Meat products which are labelled with all mandatory labelling requirements including the meat inspection legend stamped directly on the meat product or applied to a tag or label and tamper evident sealed are considered to be fully marked meat products. Meat products which are not fully marked may be imported into Canada as un-stamped or unmarked products, however, their use is restricted.
Applicable legislation is from the Meat Inspection Regulations (MIR) sections:
114. (1) Subject to subsection (2) and sections 115 and 122, no meat product that is an edible dressed carcass, a part of the dressed carcass or an edible organ removed from the carcass shall be shipped from a registered establishment unless the meat product has been identified as edible;
- (a) by stamping or branding the meat product with the meat inspection legend;
- (b) in the case of a dressed poultry carcass or the dressed carcass of a domesticated rabbit, by labelling it with a breast tag marked in accordance with paragraph 94(1)(c); or
- (c) in the case of a meat product that is contained in a sealed container, by means of a printed meat inspection legend that is visible on or within the container.
- (2) Subsection (1) does not apply in respect of an edible dressed carcass, a part of the dressed carcass or an edible organ removed from the carcass that is packaged in a container or bulk container that is labelled in accordance with sections 94 and 109.
115. A meat product may be shipped from a registered establishment without having a label marked on it in accordance with this part where;
- (a) it is shipped from the registered establishment in a bulk container or transport container that was sealed with an official seal under the authority of an Inspector to another establishment that is registered for an activity set out in paragraph 27(1)(b) or (e);
- (b) it is accompanied by;
- (i) a document from the Operator stating that the meat product is edible; and
- (ii) in the case of a prepared meat product, an ingredient listing; and
- (c) the official seal is broken only with the consent of an Inspector.
4. Un-Stamped Meat Products
Un-stamped meat products mean that meat products do not bear the meat inspection legend directly (stamped or applied by means of a sealed bag or a breast tag) but are packaged in fully labelled shipping containers.

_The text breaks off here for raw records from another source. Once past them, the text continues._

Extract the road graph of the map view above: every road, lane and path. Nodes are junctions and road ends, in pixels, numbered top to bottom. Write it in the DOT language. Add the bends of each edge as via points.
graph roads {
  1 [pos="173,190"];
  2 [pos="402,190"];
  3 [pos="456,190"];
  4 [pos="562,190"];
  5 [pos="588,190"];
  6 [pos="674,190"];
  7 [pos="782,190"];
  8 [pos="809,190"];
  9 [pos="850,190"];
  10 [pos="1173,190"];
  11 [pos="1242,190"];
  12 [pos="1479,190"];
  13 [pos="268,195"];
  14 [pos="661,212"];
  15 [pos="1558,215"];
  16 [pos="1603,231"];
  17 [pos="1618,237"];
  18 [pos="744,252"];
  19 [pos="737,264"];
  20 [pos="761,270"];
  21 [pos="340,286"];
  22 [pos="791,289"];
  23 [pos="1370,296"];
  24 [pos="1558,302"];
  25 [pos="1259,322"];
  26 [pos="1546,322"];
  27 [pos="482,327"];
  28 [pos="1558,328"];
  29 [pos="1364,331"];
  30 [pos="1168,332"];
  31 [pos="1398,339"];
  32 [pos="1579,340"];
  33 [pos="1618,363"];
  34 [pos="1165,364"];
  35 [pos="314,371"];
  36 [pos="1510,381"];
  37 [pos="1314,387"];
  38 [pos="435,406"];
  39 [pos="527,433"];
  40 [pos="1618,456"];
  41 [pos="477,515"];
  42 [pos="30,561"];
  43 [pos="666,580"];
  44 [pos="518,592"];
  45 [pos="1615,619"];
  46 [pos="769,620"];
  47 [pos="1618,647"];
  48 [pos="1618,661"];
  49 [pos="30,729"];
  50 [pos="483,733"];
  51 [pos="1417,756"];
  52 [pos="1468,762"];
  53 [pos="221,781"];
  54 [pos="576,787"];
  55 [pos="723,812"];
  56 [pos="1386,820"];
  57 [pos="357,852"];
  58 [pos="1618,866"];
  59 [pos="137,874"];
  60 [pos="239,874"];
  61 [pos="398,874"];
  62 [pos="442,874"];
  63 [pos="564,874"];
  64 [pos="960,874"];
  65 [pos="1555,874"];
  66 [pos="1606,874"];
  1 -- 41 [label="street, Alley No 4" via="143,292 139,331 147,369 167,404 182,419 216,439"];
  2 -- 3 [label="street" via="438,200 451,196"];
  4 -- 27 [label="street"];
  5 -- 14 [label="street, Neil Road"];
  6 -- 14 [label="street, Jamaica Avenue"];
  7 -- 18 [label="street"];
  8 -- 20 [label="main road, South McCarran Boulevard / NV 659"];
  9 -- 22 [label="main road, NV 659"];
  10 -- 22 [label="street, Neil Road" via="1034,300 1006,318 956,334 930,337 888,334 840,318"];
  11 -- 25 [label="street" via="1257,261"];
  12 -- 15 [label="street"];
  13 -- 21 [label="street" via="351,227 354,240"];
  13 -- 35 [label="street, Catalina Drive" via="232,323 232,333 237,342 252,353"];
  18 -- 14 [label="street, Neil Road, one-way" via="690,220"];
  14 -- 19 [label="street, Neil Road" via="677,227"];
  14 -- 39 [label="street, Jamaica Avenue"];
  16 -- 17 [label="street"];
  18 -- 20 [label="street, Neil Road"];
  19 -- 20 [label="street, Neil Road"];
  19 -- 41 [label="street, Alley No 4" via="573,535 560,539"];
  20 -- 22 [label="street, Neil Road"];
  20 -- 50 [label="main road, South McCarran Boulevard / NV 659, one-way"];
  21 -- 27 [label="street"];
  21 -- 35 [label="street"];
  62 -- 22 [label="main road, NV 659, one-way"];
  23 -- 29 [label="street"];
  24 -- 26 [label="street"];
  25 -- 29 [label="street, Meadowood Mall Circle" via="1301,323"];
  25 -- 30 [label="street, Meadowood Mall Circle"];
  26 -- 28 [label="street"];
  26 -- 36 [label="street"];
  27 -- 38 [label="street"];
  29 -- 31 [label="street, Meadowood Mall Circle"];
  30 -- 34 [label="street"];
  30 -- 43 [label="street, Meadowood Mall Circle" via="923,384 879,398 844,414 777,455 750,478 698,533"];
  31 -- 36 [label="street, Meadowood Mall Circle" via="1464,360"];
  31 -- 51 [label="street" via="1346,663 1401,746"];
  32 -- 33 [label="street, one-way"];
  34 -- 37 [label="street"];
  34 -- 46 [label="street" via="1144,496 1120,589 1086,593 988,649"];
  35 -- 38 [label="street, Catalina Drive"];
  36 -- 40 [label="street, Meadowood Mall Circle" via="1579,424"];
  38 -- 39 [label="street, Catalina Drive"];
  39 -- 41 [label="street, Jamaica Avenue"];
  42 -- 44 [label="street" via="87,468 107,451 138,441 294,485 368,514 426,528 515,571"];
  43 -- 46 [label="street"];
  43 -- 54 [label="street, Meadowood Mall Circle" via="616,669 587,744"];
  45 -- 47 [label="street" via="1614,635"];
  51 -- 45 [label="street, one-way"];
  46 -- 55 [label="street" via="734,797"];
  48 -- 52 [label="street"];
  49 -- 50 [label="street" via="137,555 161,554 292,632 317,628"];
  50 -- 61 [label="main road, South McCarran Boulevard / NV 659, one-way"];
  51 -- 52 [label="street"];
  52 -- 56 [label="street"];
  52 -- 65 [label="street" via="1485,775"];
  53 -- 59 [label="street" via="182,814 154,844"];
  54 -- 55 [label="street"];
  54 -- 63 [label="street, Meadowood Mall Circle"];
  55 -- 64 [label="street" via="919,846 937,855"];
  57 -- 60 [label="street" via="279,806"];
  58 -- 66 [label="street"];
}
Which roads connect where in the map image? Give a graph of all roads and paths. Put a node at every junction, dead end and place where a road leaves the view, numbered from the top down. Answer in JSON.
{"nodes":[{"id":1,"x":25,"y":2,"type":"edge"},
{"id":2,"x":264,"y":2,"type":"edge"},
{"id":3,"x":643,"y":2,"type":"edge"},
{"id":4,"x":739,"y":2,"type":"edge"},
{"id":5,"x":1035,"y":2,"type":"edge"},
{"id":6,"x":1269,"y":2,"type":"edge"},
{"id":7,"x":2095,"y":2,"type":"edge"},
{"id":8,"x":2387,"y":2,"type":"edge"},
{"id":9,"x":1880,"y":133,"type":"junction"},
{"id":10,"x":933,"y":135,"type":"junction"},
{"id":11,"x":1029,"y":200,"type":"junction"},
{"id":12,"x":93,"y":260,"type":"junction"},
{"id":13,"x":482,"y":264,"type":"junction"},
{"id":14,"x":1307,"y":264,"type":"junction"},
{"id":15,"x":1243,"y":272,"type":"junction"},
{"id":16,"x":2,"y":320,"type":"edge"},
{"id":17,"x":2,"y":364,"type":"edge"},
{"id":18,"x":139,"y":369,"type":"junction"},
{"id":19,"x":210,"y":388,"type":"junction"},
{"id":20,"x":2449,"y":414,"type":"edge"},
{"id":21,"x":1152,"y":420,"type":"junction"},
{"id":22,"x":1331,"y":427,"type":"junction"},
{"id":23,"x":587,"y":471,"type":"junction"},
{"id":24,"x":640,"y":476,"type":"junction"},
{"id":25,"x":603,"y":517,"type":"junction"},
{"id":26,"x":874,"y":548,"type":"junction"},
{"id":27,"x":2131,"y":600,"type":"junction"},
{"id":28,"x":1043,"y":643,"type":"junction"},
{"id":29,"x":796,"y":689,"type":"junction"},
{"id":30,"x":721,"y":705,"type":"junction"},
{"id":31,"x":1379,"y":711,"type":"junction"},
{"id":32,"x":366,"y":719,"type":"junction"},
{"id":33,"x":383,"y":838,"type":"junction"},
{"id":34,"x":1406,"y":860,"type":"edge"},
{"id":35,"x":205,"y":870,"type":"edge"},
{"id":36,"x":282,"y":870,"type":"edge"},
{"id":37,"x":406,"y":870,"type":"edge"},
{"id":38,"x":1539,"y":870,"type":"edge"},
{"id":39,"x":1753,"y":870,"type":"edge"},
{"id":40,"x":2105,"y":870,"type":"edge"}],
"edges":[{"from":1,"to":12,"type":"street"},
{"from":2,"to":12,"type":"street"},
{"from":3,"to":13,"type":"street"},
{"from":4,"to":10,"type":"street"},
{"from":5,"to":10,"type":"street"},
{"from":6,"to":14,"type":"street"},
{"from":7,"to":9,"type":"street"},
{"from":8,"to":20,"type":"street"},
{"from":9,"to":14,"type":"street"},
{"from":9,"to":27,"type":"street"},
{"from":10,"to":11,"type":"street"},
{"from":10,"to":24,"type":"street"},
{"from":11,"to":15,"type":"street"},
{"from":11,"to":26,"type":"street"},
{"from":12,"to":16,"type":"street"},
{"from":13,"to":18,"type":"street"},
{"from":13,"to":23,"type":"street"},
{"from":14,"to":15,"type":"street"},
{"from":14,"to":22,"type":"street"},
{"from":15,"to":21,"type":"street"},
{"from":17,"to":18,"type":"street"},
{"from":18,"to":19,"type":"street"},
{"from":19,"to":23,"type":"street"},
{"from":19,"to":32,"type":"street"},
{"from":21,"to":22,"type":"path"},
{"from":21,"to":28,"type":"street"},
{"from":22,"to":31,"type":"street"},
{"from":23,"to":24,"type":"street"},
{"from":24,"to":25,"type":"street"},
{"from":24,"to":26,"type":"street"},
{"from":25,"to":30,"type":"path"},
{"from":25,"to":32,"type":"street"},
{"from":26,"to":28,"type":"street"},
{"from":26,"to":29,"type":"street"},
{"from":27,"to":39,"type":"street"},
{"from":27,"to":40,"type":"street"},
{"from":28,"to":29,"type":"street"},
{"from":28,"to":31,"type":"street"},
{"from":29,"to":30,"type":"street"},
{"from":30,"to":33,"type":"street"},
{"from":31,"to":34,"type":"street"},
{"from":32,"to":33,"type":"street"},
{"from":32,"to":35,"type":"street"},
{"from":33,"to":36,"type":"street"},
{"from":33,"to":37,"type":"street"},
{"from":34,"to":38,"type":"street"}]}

This implies that the shipping containers are bearing all the mandatory information, including the meat inspection legend.
4.2 Examples of Un-stamped Meat Products
- Bulk packed single ingredient meats (pork chops, boneless beef, chicken portions) for institutional use;
- Prepared bulk packaged cooked diced meats for pizza toppings in a restaurant; and,
- A 5 kg box of bulk seasoned frozen chicken wings sold at retail.
Note: Products meeting the above definition, sealed in tamper evident containers, are considered fully marked products.
4.3 Labelling Requirements for Un-Stamped Meat Products
The shipping container of un-stamped meat products must be labelled with all mandatory labelling information. Refer to Annex E of this chapter or Chapter 7 of the Meat Hygiene Manual of Procedures (MOP) .
Generally, un-stamped meat products are bulk packed in containers weighing 5 kg or more and are not for direct retail sale. Containers less than 5 kg are usually sold at the retail level.
All prepared un-stamped meat products require a CFIA approved label on the container. If intended for retail sale, prepared and single ingredient imported meat products must have the CFIA label approval.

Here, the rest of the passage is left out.